[EXTRACTED DATA]

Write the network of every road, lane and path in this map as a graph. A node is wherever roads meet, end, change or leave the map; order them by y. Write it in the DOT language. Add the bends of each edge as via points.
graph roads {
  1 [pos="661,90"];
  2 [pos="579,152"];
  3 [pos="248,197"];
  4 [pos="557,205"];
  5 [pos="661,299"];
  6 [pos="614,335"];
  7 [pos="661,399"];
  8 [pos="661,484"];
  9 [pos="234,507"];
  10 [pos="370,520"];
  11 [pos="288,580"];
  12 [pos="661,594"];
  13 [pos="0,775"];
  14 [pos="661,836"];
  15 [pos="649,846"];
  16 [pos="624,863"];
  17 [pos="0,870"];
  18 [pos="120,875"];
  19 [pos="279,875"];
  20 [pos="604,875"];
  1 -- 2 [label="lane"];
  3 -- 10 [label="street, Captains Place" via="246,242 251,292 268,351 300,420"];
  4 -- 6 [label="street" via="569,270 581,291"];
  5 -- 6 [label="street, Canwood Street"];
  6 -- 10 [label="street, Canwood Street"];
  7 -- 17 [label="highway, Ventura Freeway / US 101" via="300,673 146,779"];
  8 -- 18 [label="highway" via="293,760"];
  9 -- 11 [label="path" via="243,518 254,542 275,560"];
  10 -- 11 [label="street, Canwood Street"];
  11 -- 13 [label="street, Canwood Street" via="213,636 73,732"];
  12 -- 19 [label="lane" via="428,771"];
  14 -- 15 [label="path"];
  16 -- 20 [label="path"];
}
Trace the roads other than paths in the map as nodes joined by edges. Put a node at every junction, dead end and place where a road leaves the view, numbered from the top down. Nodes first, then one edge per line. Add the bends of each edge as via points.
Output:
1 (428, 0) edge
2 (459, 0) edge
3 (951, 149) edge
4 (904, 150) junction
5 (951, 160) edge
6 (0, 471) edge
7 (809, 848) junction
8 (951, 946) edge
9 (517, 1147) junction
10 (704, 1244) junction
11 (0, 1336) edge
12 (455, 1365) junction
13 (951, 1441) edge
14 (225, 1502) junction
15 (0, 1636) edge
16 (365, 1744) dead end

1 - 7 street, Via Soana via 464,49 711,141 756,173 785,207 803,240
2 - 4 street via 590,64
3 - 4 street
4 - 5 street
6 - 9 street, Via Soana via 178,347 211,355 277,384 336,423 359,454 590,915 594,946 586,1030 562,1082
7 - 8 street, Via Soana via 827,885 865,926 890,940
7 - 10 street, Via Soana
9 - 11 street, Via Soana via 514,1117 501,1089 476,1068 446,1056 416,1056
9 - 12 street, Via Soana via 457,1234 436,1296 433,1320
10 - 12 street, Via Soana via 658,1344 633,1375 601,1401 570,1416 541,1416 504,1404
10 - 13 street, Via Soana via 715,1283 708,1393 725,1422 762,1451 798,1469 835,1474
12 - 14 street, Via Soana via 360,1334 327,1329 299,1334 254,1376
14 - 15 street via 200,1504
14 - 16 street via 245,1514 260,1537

[/EXTRACTED DATA]

**ASSIGNMENT**
Would you please transcribe the records above in full and exactly?

**SOLUTION TO THIS TASK**
Write the network of every road, lane and path in this map as a graph. A node is wherever roads meet, end, change or leave the map; order them by y. Write it in the DOT language. Add the bends of each edge as via points.
graph roads {
  1 [pos="661,90"];
  2 [pos="579,152"];
  3 [pos="248,197"];
  4 [pos="557,205"];
  5 [pos="661,299"];
  6 [pos="614,335"];
  7 [pos="661,399"];
  8 [pos="661,484"];
  9 [pos="234,507"];
  10 [pos="370,520"];
  11 [pos="288,580"];
  12 [pos="661,594"];
  13 [pos="0,775"];
  14 [pos="661,836"];
  15 [pos="649,846"];
  16 [pos="624,863"];
  17 [pos="0,870"];
  18 [pos="120,875"];
  19 [pos="279,875"];
  20 [pos="604,875"];
  1 -- 2 [label="lane"];
  3 -- 10 [label="street, Captains Place" via="246,242 251,292 268,351 300,420"];
  4 -- 6 [label="street" via="569,270 581,291"];
  5 -- 6 [label="street, Canwood Street"];
  6 -- 10 [label="street, Canwood Street"];
  7 -- 17 [label="highway, Ventura Freeway / US 101" via="300,673 146,779"];
  8 -- 18 [label="highway" via="293,760"];
  9 -- 11 [label="path" via="243,518 254,542 275,560"];
  10 -- 11 [label="street, Canwood Street"];
  11 -- 13 [label="street, Canwood Street" via="213,636 73,732"];
  12 -- 19 [label="lane" via="428,771"];
  14 -- 15 [label="path"];
  16 -- 20 [label="path"];
}
Trace the roads other than paths in the map as nodes joined by edges. Put a node at every junction, dead end and place where a road leaves the view, numbered from the top down. Nodes first, then one edge per line. Add the bends of each edge as via points.
Output:
1 (428, 0) edge
2 (459, 0) edge
3 (951, 149) edge
4 (904, 150) junction
5 (951, 160) edge
6 (0, 471) edge
7 (809, 848) junction
8 (951, 946) edge
9 (517, 1147) junction
10 (704, 1244) junction
11 (0, 1336) edge
12 (455, 1365) junction
13 (951, 1441) edge
14 (225, 1502) junction
15 (0, 1636) edge
16 (365, 1744) dead end

1 - 7 street, Via Soana via 464,49 711,141 756,173 785,207 803,240
2 - 4 street via 590,64
3 - 4 street
4 - 5 street
6 - 9 street, Via Soana via 178,347 211,355 277,384 336,423 359,454 590,915 594,946 586,1030 562,1082
7 - 8 street, Via Soana via 827,885 865,926 890,940
7 - 10 street, Via Soana
9 - 11 street, Via Soana via 514,1117 501,1089 476,1068 446,1056 416,1056
9 - 12 street, Via Soana via 457,1234 436,1296 433,1320
10 - 12 street, Via Soana via 658,1344 633,1375 601,1401 570,1416 541,1416 504,1404
10 - 13 street, Via Soana via 715,1283 708,1393 725,1422 762,1451 798,1469 835,1474
12 - 14 street, Via Soana via 360,1334 327,1329 299,1334 254,1376
14 - 15 street via 200,1504
14 - 16 street via 245,1514 260,1537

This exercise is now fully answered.